### DIRECTIONS
Each record is to be copied exactly, with its pictures left behind.
-=-=-=-=-
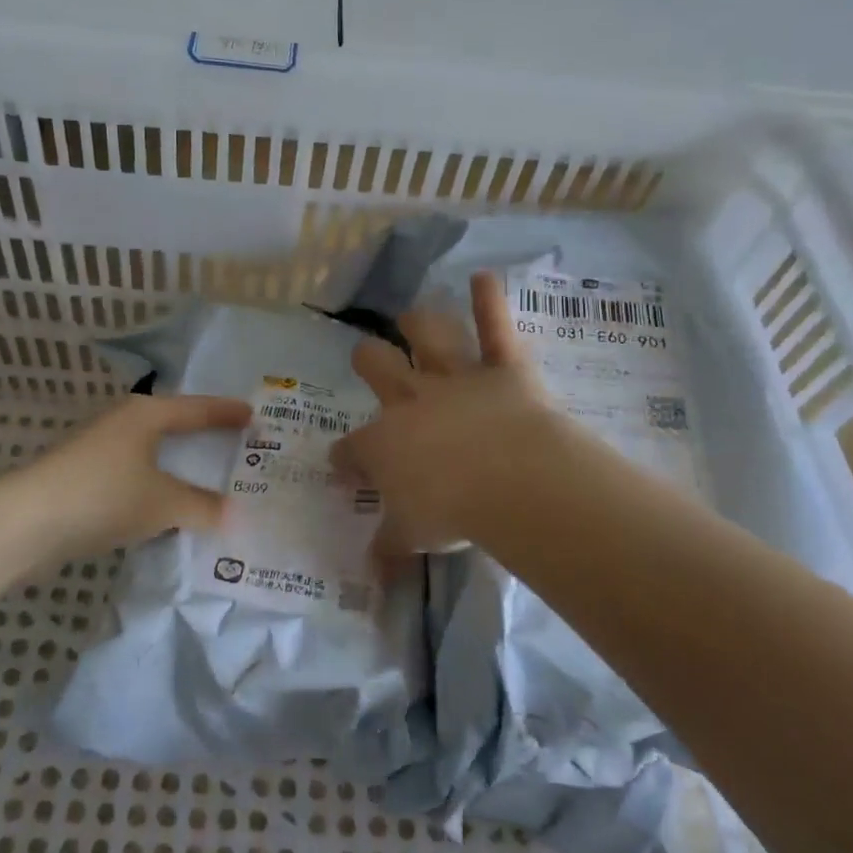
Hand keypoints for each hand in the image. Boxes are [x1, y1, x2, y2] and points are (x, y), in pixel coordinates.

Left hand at [7, 393, 251, 560]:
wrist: (26, 523)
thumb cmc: (104, 495)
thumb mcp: (162, 502)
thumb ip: (201, 506)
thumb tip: (233, 514)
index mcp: (146, 414)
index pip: (197, 409)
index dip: (226, 413)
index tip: (253, 415)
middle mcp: (123, 423)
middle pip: (172, 426)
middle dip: (202, 436)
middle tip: (235, 444)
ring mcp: (100, 450)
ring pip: (151, 453)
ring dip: (177, 466)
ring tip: (207, 478)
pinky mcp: (84, 479)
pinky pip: (134, 477)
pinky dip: (156, 487)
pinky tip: (166, 507)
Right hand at [333, 272, 581, 562]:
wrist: (508, 479)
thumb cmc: (451, 511)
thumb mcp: (413, 538)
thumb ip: (389, 550)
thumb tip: (370, 576)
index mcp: (384, 443)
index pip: (351, 449)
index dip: (344, 459)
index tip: (344, 468)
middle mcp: (411, 400)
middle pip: (376, 366)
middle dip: (369, 360)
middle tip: (370, 360)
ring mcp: (456, 378)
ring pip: (428, 334)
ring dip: (421, 322)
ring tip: (416, 317)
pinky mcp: (503, 368)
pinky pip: (496, 327)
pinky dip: (490, 300)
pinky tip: (485, 276)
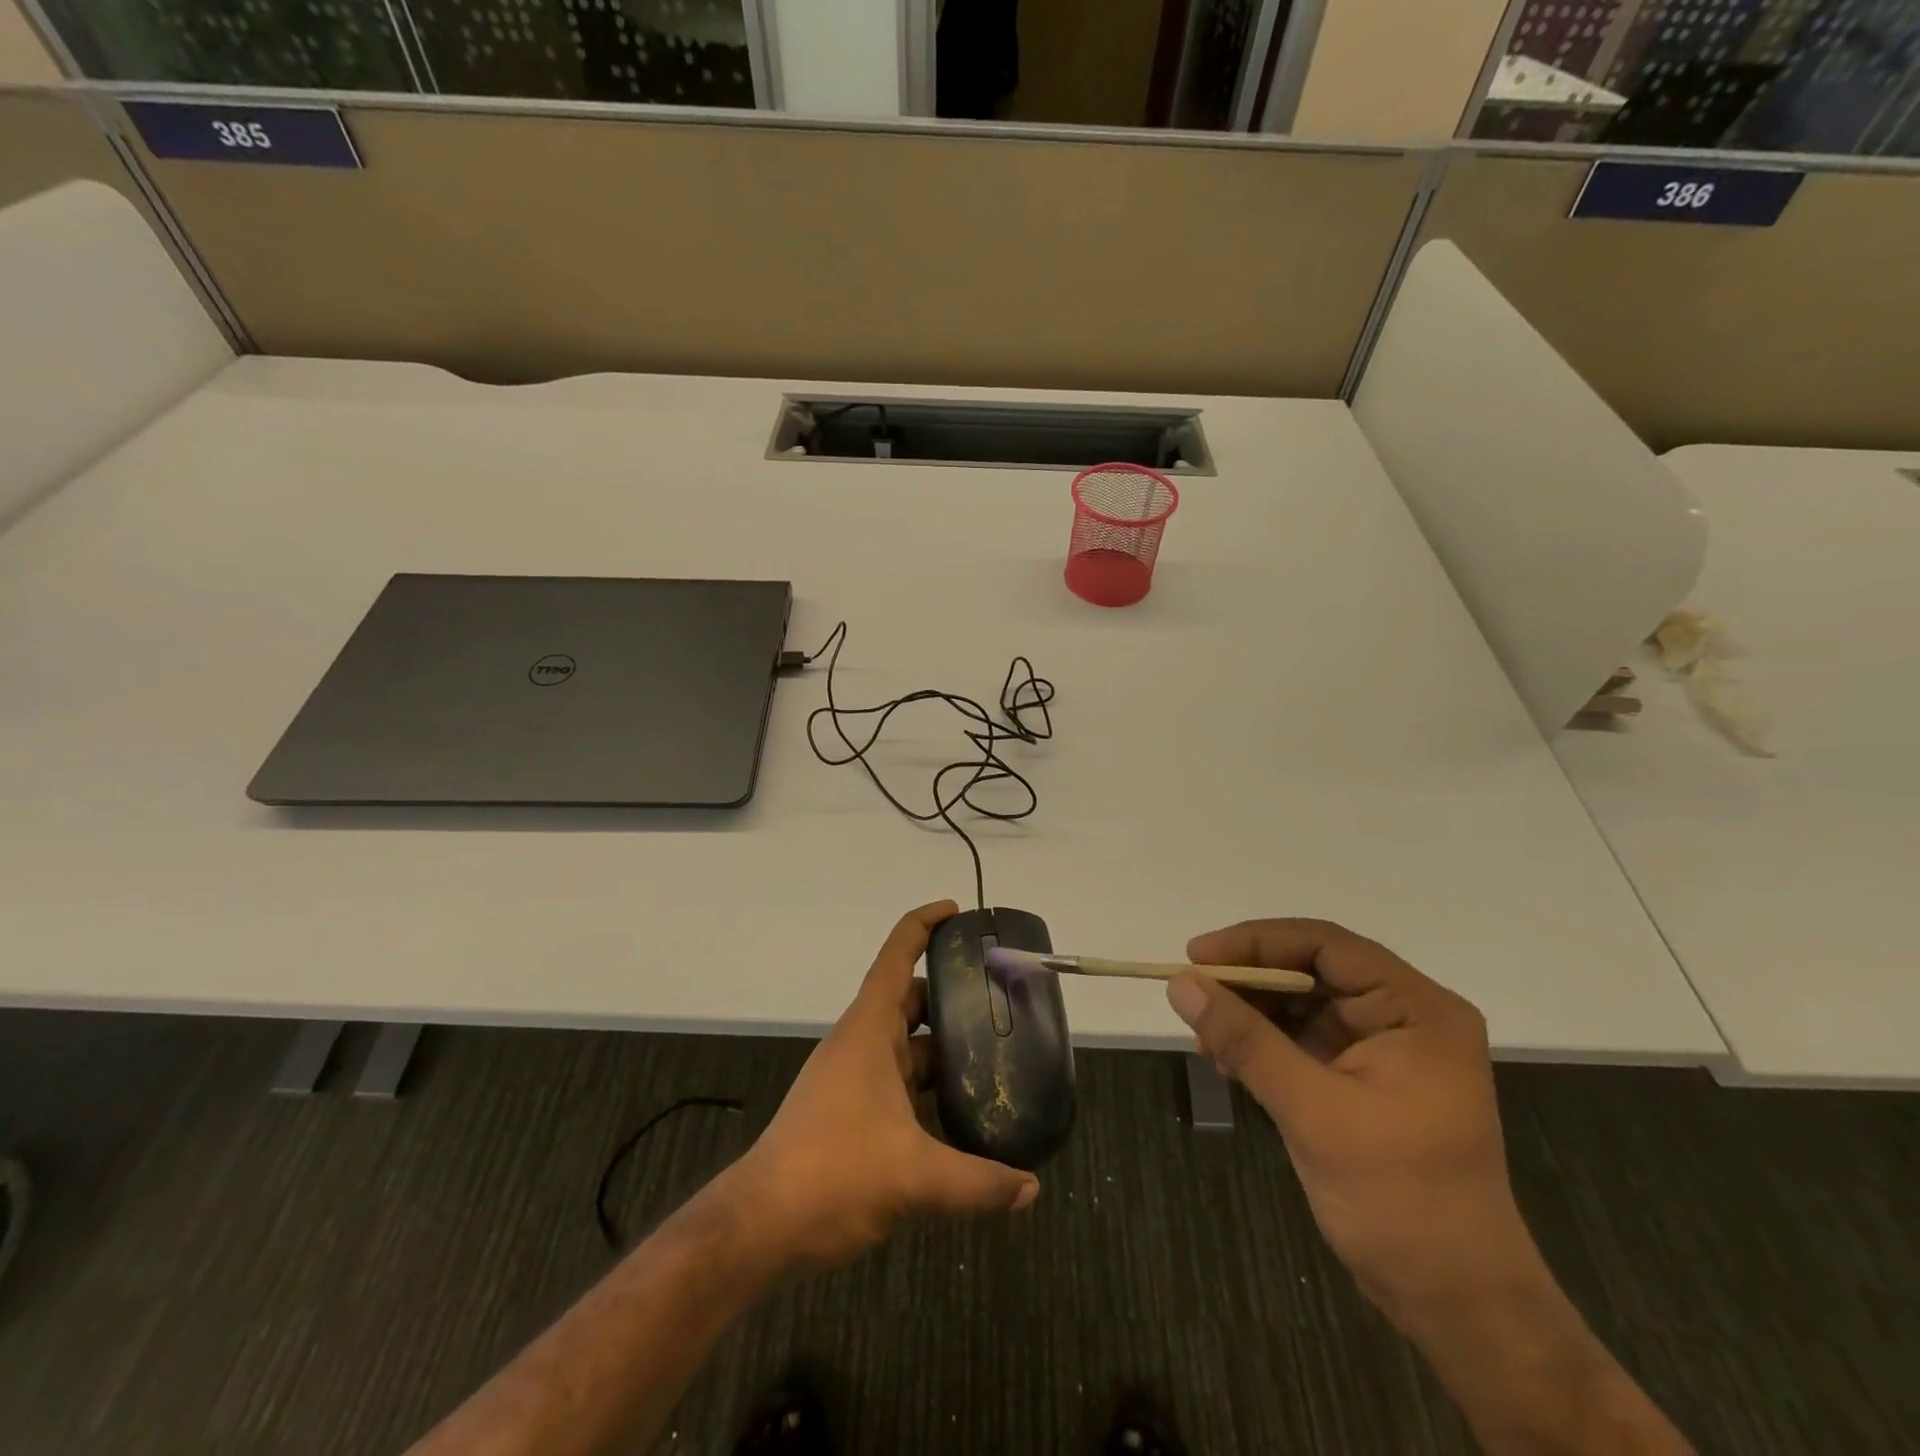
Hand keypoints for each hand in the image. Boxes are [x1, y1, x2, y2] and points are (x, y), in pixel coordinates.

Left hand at [724, 901, 1039, 1269]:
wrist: (761, 1227)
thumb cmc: (832, 1174)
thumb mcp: (913, 1176)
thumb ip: (978, 1182)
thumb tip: (1031, 1188)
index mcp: (869, 1029)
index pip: (897, 955)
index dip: (925, 924)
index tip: (958, 911)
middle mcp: (861, 1043)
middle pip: (910, 997)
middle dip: (951, 991)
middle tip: (1000, 995)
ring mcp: (854, 1077)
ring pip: (907, 1043)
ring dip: (944, 1044)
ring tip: (995, 1052)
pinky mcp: (851, 1110)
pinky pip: (900, 1080)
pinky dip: (930, 1084)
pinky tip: (962, 1109)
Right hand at [1167, 919, 1533, 1321]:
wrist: (1455, 1303)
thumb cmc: (1400, 1201)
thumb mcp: (1314, 1112)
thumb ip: (1246, 1041)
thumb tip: (1181, 983)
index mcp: (1417, 1010)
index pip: (1326, 946)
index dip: (1257, 942)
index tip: (1197, 956)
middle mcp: (1404, 1016)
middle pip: (1310, 971)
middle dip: (1248, 983)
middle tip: (1190, 994)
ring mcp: (1383, 1048)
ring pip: (1300, 1005)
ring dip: (1248, 1015)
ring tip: (1203, 1038)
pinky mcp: (1362, 1078)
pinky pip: (1300, 1040)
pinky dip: (1260, 1044)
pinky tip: (1224, 1061)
-=-=-=-=-
### REPLY TO THE EXERCISE
Hand keypoints for each hand in the image. Boxes are [x1, y1, x2, y2] and points are (x, y), in pixel coordinates.

Left hand at [7, 393, 251, 560]:
wrist: (26, 523)
thumb cmc: (104, 495)
thumb mcp: (162, 502)
thumb ip: (201, 506)
thumb tip: (233, 514)
index mcp: (146, 414)
index pip: (197, 409)
index dip: (226, 413)
index tip: (253, 415)
middle mcp: (123, 423)
middle pip: (172, 426)
middle dip: (202, 436)
middle tip: (235, 444)
ring mcp: (100, 450)
ring pip: (151, 453)
ring dip: (177, 466)
ring tip: (207, 478)
pinky mcp: (84, 479)
pinky pip: (134, 477)
pinky dip: (156, 487)
pinky tip: (166, 507)
Right hand at [333, 272, 581, 562]:
wrist: (508, 479)
thumb cmc: (451, 511)
thumb mcp: (413, 538)
thumb ip: (389, 550)
thumb tip: (370, 576)
index mcp: (384, 443)
index pip: (351, 449)
index dip: (344, 459)
index tip: (344, 468)
middle mcp: (411, 400)
middle pip: (376, 366)
middle dip: (369, 360)
middle tip: (370, 360)
ring mcp: (456, 378)
ring pip: (428, 334)
ring dip: (421, 322)
ring tip: (416, 317)
pinky mcp: (503, 368)
pinky pip: (496, 327)
pinky dip: (490, 300)
pinky tip: (485, 276)
Hand keypoints for each hand in the image. Boxes are [x1, y1, x2, y2] and points are (x, y), in pixel coordinates.

Left hand at [724, 901, 1039, 1269]:
wrist: (761, 1227)
thumb cmc: (832, 1174)
thumb mcp: (913, 1176)
thumb ip: (978, 1182)
thumb tip: (1031, 1188)
index mcp: (869, 1029)
index pip: (897, 955)
index dip: (925, 924)
index tip: (958, 911)
middle mcp: (861, 1043)
middle pip: (910, 997)
middle dip: (951, 991)
middle tip: (1000, 995)
ring mcp: (854, 1077)
ring pip: (907, 1043)
ring dip: (944, 1044)
ring tip: (995, 1052)
pinky mcp: (851, 1110)
pinky pip: (900, 1080)
pinky dip: (930, 1084)
pinky tip: (962, 1109)
Right hand at [1167, 919, 1533, 1321]:
wrist: (1455, 1303)
thumb cmc: (1400, 1201)
thumb mcp: (1314, 1112)
thumb ip: (1246, 1041)
thumb tip: (1181, 983)
index mcp: (1417, 1010)
index pip: (1326, 946)
index dip: (1257, 942)
index tip: (1197, 956)
middle mcp: (1404, 1016)
middle pip: (1310, 971)
middle dip: (1248, 983)
middle tip: (1190, 994)
ring mcp: (1383, 1048)
ring pip: (1300, 1005)
ring dip: (1248, 1015)
ring tip: (1203, 1038)
pinky mcp: (1362, 1078)
pinky pip: (1300, 1040)
pinky dip: (1260, 1044)
pinky tip: (1224, 1061)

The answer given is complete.